What you should do —
Copy each entry below exactly. No images.
=== Entries provided ===
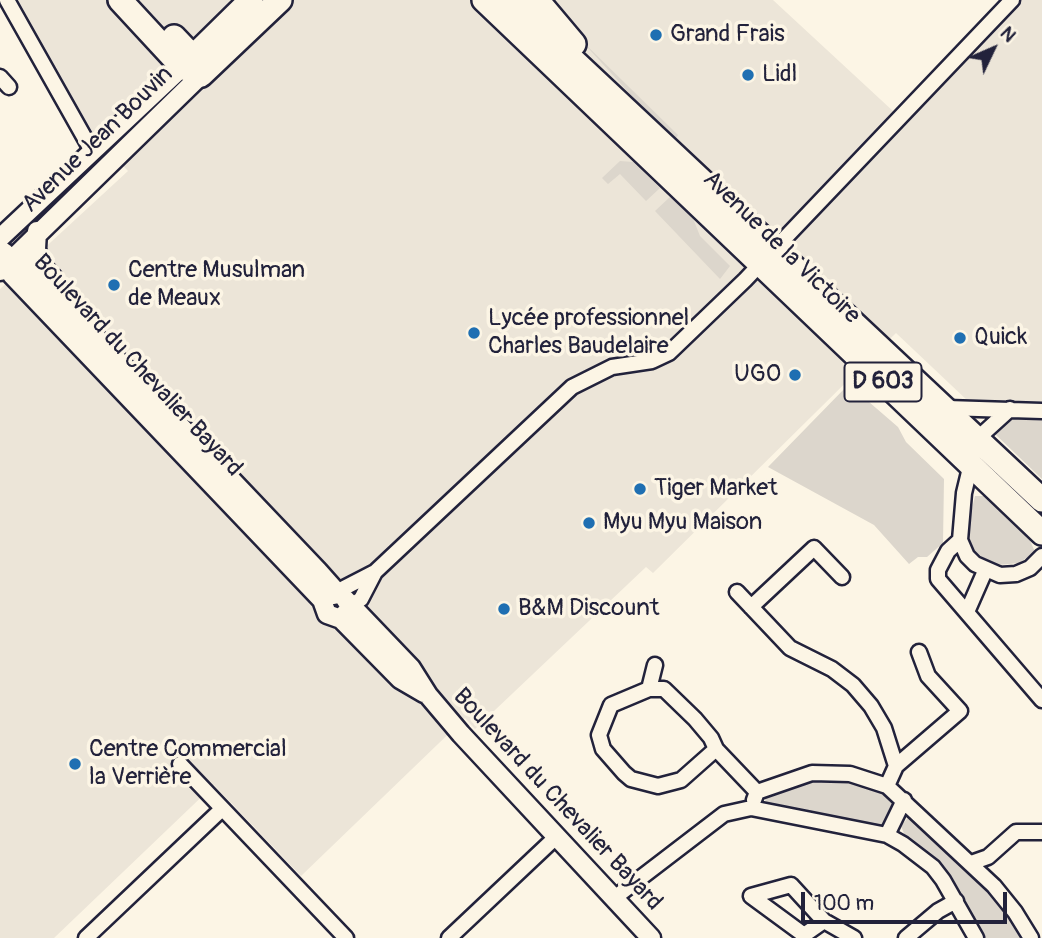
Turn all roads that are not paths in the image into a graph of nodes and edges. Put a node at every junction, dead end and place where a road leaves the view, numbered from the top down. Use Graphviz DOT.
graph roads {
  1 [pos="7,0"];
  2 [pos="120,0"];
  3 [pos="139,0"];
  4 [pos="251,0"];
  5 [pos="280,0"];
  6 [pos="484,0"];
  7 [pos="509,0"];
  8 [pos="537,0"];
  9 [pos="1012,0"];
  10 [pos="192,66"];
  11 [pos="630,114"];
  12 [pos="638,147"];
  13 [pos="92,151"];
  14 [pos="37,231"];
  15 [pos="0,238"];
  16 [pos="776,247"];
  17 [pos="4,259"];
  18 [pos="759,264"];
  19 [pos="884,351"];
  20 [pos="139,383"];
  21 [pos="945,408"];
  22 [pos="1010,409"];
  23 [pos="1042,411"];
  24 [pos="977,439"];
  25 [pos="971,466"];
  26 [pos="1042,500"];
  27 [pos="1042,533"];
  28 [pos="960,540"];
  29 [pos="1042,556"];
  30 [pos="1036,568"];
  31 [pos="985,571"];
  32 [pos="842,577"];
  33 [pos="737,592"];
  34 [pos="338,604"];
  35 [pos="751,607"];
  36 [pos="967,612"];
  37 [pos="919,652"];
  38 [pos="655,665"];
  39 [pos="649,689"];
  40 [pos="1042,700"];
  41 [pos="716,749"];
  42 [pos="180,764"];
  43 [pos="896,766"];
  44 [pos="887,786"];
  45 [pos="757,792"];
  46 [pos="904,800"];
  47 [pos="751,808"];
  48 [pos="222,809"];
  49 [pos="1042,832"];
  50 [pos="887,835"];
  51 [pos="555,838"];
  52 [pos="971,863"];
  53 [pos="613,899"];
  54 [pos="956,901"];
  55 [pos="824,921"];
  56 [pos="86,938"];
  57 [pos="346,938"];
  58 [pos="449,938"];
  59 [pos="651,938"];
  60 [pos="854,938"];
  61 [pos="906,938"];
  62 [pos="976,938"];
  63 [pos="1031,938"];
  1 -- 13 [label="street"];
  2 -- 10 [label="main road"];
  3 -- 10 [label="main road"];
  4 -- 10 [label="main road"];
  5 -- 10 [label="main road"];
  6 -- 12 [label="main road, Avenue de la Victoire / D 603"];
  7 -- 11 [label="main road, Avenue de la Victoire / D 603"];
  8 -- 11 [label="main road"];
  9 -- 16 [label="street"];
  10 -- 13 [label="street, Avenue Jean Bouvin"];
  10 -- 14 [label="street, Avenue Jean Bouvin"];
  11 -- 16 [label="main road, Avenue de la Victoire / D 603"];
  12 -- 16 [label="street"];
  12 -- 18 [label="main road, Avenue de la Victoire / D 603"];
  13 -- 15 [label="street, Avenue Jean Bouvin"];
  14 -- 17 [label="street, Avenue Jean Bouvin"];
  14 -- 20 [label="street, Boulevard du Chevalier Bayard"];
  16 -- 18 [label="street"];
  16 -- 19 [label="main road, Avenue de la Victoire / D 603"];
  17 -- 20 [label="street, Boulevard du Chevalier Bayard"];
  17 -- 34 [label="street, Boulevard du Chevalier Bayard"];
  18 -- 19 [label="street"];
  18 -- 25 [label="main road, Avenue de la Victoire / D 603"];
  18 -- 34 [label="street"];
  19 -- 21 [label="main road, Avenue de la Victoire / D 603"];
  20 -- 34 [label="street, Boulevard du Chevalier Bayard"];
  21 -- 22 [label="street"];
  21 -- 24 [label="main road, Avenue de la Victoire / D 603"];
  22 -- 23 [label="street"];
  22 -- 24 [label="street"];
  24 -- 25 [label="street"];
  24 -- 26 [label="main road, Avenue de la Victoire / D 603"];
  25 -- 27 [label="main road, Avenue de la Victoire / D 603"];
  25 -- 28 [label="street"];
  28 -- 31 [label="street"];
  28 -- 36 [label="street"];
  29 -- 30 [label="street"];
  30 -- 31 [label="street"];
  31 -- 36 [label="street"];
  32 -- 35 [label="street"];
  33 -- 35 [label="street"];
  34 -- 51 [label="street, Boulevard du Chevalier Bayard"];
  35 -- 43 [label="street"];
  36 -- 40 [label="street"];
  37 -- 43 [label="street"];
  38 -- 39 [label="street"];
  39 -- 41 [label="street"];
  39 -- 41 [label="street"];
  41 -- 45 [label="street"];
  42 -- 48 [label="street"];
  43 -- 44 [label="street"];
  44 -- 45 [label="street"];
  44 -- 46 [label="street"];
  45 -- 47 [label="street"];
  46 -- 50 [label="street"];
  46 -- 52 [label="street"];
  47 -- 50 [label="street"];
  47 -- 53 [label="street"];
  48 -- 56 [label="street"];
  48 -- 57 [label="street"];
  49 -- 52 [label="street"];
  50 -- 54 [label="street"];
  51 -- 53 [label="street, Boulevard du Chevalier Bayard"];
  51 -- 58 [label="street"];
  52 -- 63 [label="street"];
  53 -- 59 [label="street, Boulevard du Chevalier Bayard"];
  54 -- 61 [label="street"];
  54 -- 62 [label="street"];
  55 -- 55 [label="street"];
  55 -- 60 [label="street"];
}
===
Result below —
Turn all roads that are not paths in the image into a graph of nodes and edges. Put a node at every junction, dead end and place where a road leaves the view, numbered from the top down. Use Graphviz DOT.
graph roads {
  1 [pos="7,0"];
  2 [pos="120,0"];
  3 [pos="139,0"];
  4 [pos="251,0"];
  5 [pos="280,0"];
  6 [pos="484,0"];
  7 [pos="509,0"];
  8 [pos="537,0"];
  9 [pos="1012,0"];
  10 [pos="192,66"];
  11 [pos="630,114"];
  12 [pos="638,147"];
  13 [pos="92,151"];
  14 [pos="37,231"];
  15 [pos="0,238"];
  16 [pos="776,247"];
  17 [pos="4,259"];
  18 [pos="759,264"];
  19 [pos="884,351"];
  20 [pos="139,383"];
  21 [pos="945,408"];
  22 [pos="1010,409"];
  23 [pos="1042,411"];
  24 [pos="977,439"];
  25 [pos="971,466"];
  26 [pos="1042,500"];
  27 [pos="1042,533"];
  28 [pos="960,540"];
  29 [pos="1042,556"];
  30 [pos="1036,568"];
  31 [pos="985,571"];
  32 [pos="842,577"];
  33 [pos="737,592"];
  34 [pos="338,604"];
  35 [pos="751,607"];
  36 [pos="967,612"];
  37 [pos="919,652"];
  38 [pos="655,665"];
  39 [pos="649,689"];
  40 [pos="1042,700"];
  41 [pos="716,749"];
  42 [pos="180,764"];
  43 [pos="896,766"];
  44 [pos="887,786"];
  45 [pos="757,792"];
  46 [pos="904,800"];
  47 [pos="751,808"];
  48 [pos="222,809"];
  49 [pos="1042,832"];
  50 [pos="887,835"];
  51 [pos="555,838"];
  52 [pos="971,863"];
  53 [pos="613,899"];
  54 [pos="956,901"];
  55 [pos="824,921"];
  56 [pos="86,938"];
  57 [pos="346,938"];
  58 [pos="449,938"];
  59 [pos="651,938"];
  60 [pos="854,938"];
  61 [pos="906,938"];
  62 [pos="976,938"];
  63 [pos="1031,938"];
  1 -- 13 [label="street"];
  2 -- 10 [label="main road"];
  3 -- 10 [label="main road"];
  4 -- 10 [label="main road"];
  5 -- 10 [label="main road"];
  6 -- 12 [label="main road, Avenue de la Victoire / D 603"];
  7 -- 11 [label="main road, Avenue de la Victoire / D 603"];
  8 -- 11 [label="main road"];
  9 -- 16 [label="street"];
  10 -- 13 [label="street, Avenue Jean Bouvin"];
  10 -- 14 [label="street, Avenue Jean Bouvin"];
  11 -- 16 [label="main road, Avenue de la Victoire / D 603"];
  12 -- 16 [label="street"];
  12 -- 18 [label="main road, Avenue de la Victoire / D 603"];
  13 -- 15 [label="street, Avenue Jean Bouvin"];
  14 -- 17 [label="street, Avenue Jean Bouvin"];
  14 -- 20 [label="street, Boulevard du Chevalier Bayard"];
  16 -- 18 [label="street"];
  16 -- 19 [label="main road, Avenue de la Victoire / D 603"];
  17 -- 20 [label="street, Boulevard du Chevalier Bayard"];
  17 -- 34 [label="street, Boulevard du Chevalier Bayard"];
  18 -- 19 [label="street"];
  18 -- 25 [label="main road, Avenue de la Victoire / D 603"];
  18 -- 34 [label="street"];
  19 -- 21 [label="main road, Avenue de la Victoire / D 603"];
  20 -- 34 [label="street, Boulevard du Chevalier Bayard"];
  21 -- 22 [label="street"];
  21 -- 24 [label="main road, Avenue de la Victoire / D 603"];
  22 -- 23 [label="street"];
  22 -- 24 [label="street"];
  24 -- 25 [label="street"];
  24 -- 26 [label="main road, Avenue de la Victoire / D 603"];
  25 -- 27 [label="main road, Avenue de la Victoire / D 603"];
  25 -- 28 [label="street"];
  28 -- 31 [label="street"];
  28 -- 36 [label="street"];
  29 -- 30 [label="street"];
  30 -- 31 [label="street"];
  31 -- 36 [label="street"];
  32 -- 35 [label="street"];
  33 -- 35 [label="street"];
  34 -- 51 [label="street, Boulevard du Chevalier Bayard"];
  35 -- 43 [label="street"];
  36 -- 40 [label="street"];
  37 -- 43 [label="street"];
  38 -- 39 [label="street"];
  39 -- 41 [label="street"];
  39 -- 41 [label="street"];
  41 -- 45 [label="street"];
  42 -- 48 [label="street"];
  43 -- 44 [label="street"];
  44 -- 45 [label="street"];
  44 -- 46 [label="street"];
  45 -- 47 [label="street"];
  46 -- 50 [label="street"];
  46 -- 52 [label="street"];
  47 -- 50 [label="street"];
  47 -- 53 [label="street"];
  48 -- 56 [label="street"];
  48 -- 57 [label="street"];
  49 -- 52 [label="street"];
  50 -- 54 [label="street"];
  51 -- 53 [label="street, Boulevard du Chevalier Bayard"];
  51 -- 58 [label="street"];
  52 -- 63 [label="street"];
  53 -- 59 [label="street, Boulevard du Chevalier Bayard"];
  54 -- 61 [label="street"];
  54 -- 62 [label="street"];
  55 -- 55 [label="street"];
  55 -- 60 [label="street"];
}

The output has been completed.